The Last Airbender and the Misguiding Power of Romantic Tropes

When you—a television fan of great taste, I’m sure—love a show, that show isn’t obligated to love you back. It’s a source of despair for the avid television watcher.

It’s nice if the writers and artists of said show appreciate you. Without a fan base, many programs linger and die unmourned deaths, remembered on message boards in blurry screencaps or YouTube videos watermarked with the TV channel’s logo. Creators of entertainment should, if they’re kind and, more importantly, smart, appreciate the audiences that have championed their fame.

They still have no obligation to love their fan base back with the same fervor that the fans love them. The stories a show tells are its own. Even a program’s most fervent follower isn’t entitled to change the content the artist wants to deliver.

Fans can love that content. They can hate parts of it with a fiery passion. They can hate it for an ending that, to their minds, doesn’t quite work, and they can sure as hell critique it. Sites like this this one wouldn’t exist if we weren’t allowed to analyze and question our entertainment. Still, one can’t change what’s broadcast into a TV box unless they’re providing or else hired to shape that content.

To make this preamble short, I’m not sure I understand some fans of Avatar: The Last Airbender.

The animated fantasy martial arts show aired from 2005 to 2008, a family show with a wide ensemble cast which stars the spirit of the world in one of his many human incarnations, Aang (voiced by Zach Tyler Eisen). It has nothing to do with James Cameron’s Avatar films and has regrettable connections with M. Night Shyamalan’s lackluster 2010 live-action adaptation of the series, The Last Airbender.

Detailed, often spiritual, and sometimes just plain beautiful to look at, the heavily Asian influenced fantasy show is a bright jewel in Nickelodeon’s recent programming.

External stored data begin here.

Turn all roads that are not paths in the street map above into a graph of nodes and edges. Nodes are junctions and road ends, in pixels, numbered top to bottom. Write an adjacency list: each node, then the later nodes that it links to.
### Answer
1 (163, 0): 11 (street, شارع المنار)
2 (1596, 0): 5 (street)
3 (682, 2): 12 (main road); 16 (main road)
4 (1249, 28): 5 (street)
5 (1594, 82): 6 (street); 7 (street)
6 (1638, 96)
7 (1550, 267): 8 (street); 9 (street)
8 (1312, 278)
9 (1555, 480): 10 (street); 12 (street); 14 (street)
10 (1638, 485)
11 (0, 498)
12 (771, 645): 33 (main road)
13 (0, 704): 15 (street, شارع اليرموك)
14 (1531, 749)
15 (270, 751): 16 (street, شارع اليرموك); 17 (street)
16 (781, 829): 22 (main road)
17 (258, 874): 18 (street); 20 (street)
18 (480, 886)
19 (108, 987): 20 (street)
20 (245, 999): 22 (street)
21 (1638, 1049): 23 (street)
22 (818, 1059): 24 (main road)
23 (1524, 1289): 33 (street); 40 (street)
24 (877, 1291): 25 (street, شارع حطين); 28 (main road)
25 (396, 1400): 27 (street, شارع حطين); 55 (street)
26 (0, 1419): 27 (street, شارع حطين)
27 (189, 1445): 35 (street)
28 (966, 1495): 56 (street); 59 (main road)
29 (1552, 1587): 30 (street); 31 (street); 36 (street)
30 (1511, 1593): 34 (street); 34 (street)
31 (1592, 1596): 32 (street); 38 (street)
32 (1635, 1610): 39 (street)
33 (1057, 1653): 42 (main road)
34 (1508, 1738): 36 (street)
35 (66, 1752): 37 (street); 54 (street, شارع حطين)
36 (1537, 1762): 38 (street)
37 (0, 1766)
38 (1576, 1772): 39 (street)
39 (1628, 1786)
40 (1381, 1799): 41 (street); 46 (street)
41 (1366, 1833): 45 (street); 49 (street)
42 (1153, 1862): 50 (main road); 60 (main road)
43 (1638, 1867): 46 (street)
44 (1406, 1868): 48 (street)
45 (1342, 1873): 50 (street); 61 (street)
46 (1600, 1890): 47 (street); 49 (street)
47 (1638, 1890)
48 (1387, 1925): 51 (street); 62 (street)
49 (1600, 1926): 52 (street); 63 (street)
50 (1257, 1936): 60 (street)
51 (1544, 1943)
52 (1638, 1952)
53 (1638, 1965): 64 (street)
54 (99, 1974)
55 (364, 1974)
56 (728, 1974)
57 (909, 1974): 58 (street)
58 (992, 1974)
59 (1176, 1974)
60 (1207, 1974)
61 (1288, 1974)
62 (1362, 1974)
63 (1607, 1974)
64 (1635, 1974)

It has garnered a huge following, not only among children and parents, but young adults who identify closely with some of the teenage protagonists. This includes, Katara (voiced by Mae Whitman), an approximately 14-year old member of the Water Tribe and the earliest ally of the show’s protagonist, and Zuko (Dante Basco) the show’s fire bending antihero and conflicted villain who makes good.

Katara has found a lot of popularity in fan fiction and fan art as a cypher for girls and young women. She’s thoughtful and loses her composure in only the most tense of situations. A number of fans have devoted very detailed fan fiction, art, and communities, meanwhile, to pairing her off with the anguished Prince Zuko.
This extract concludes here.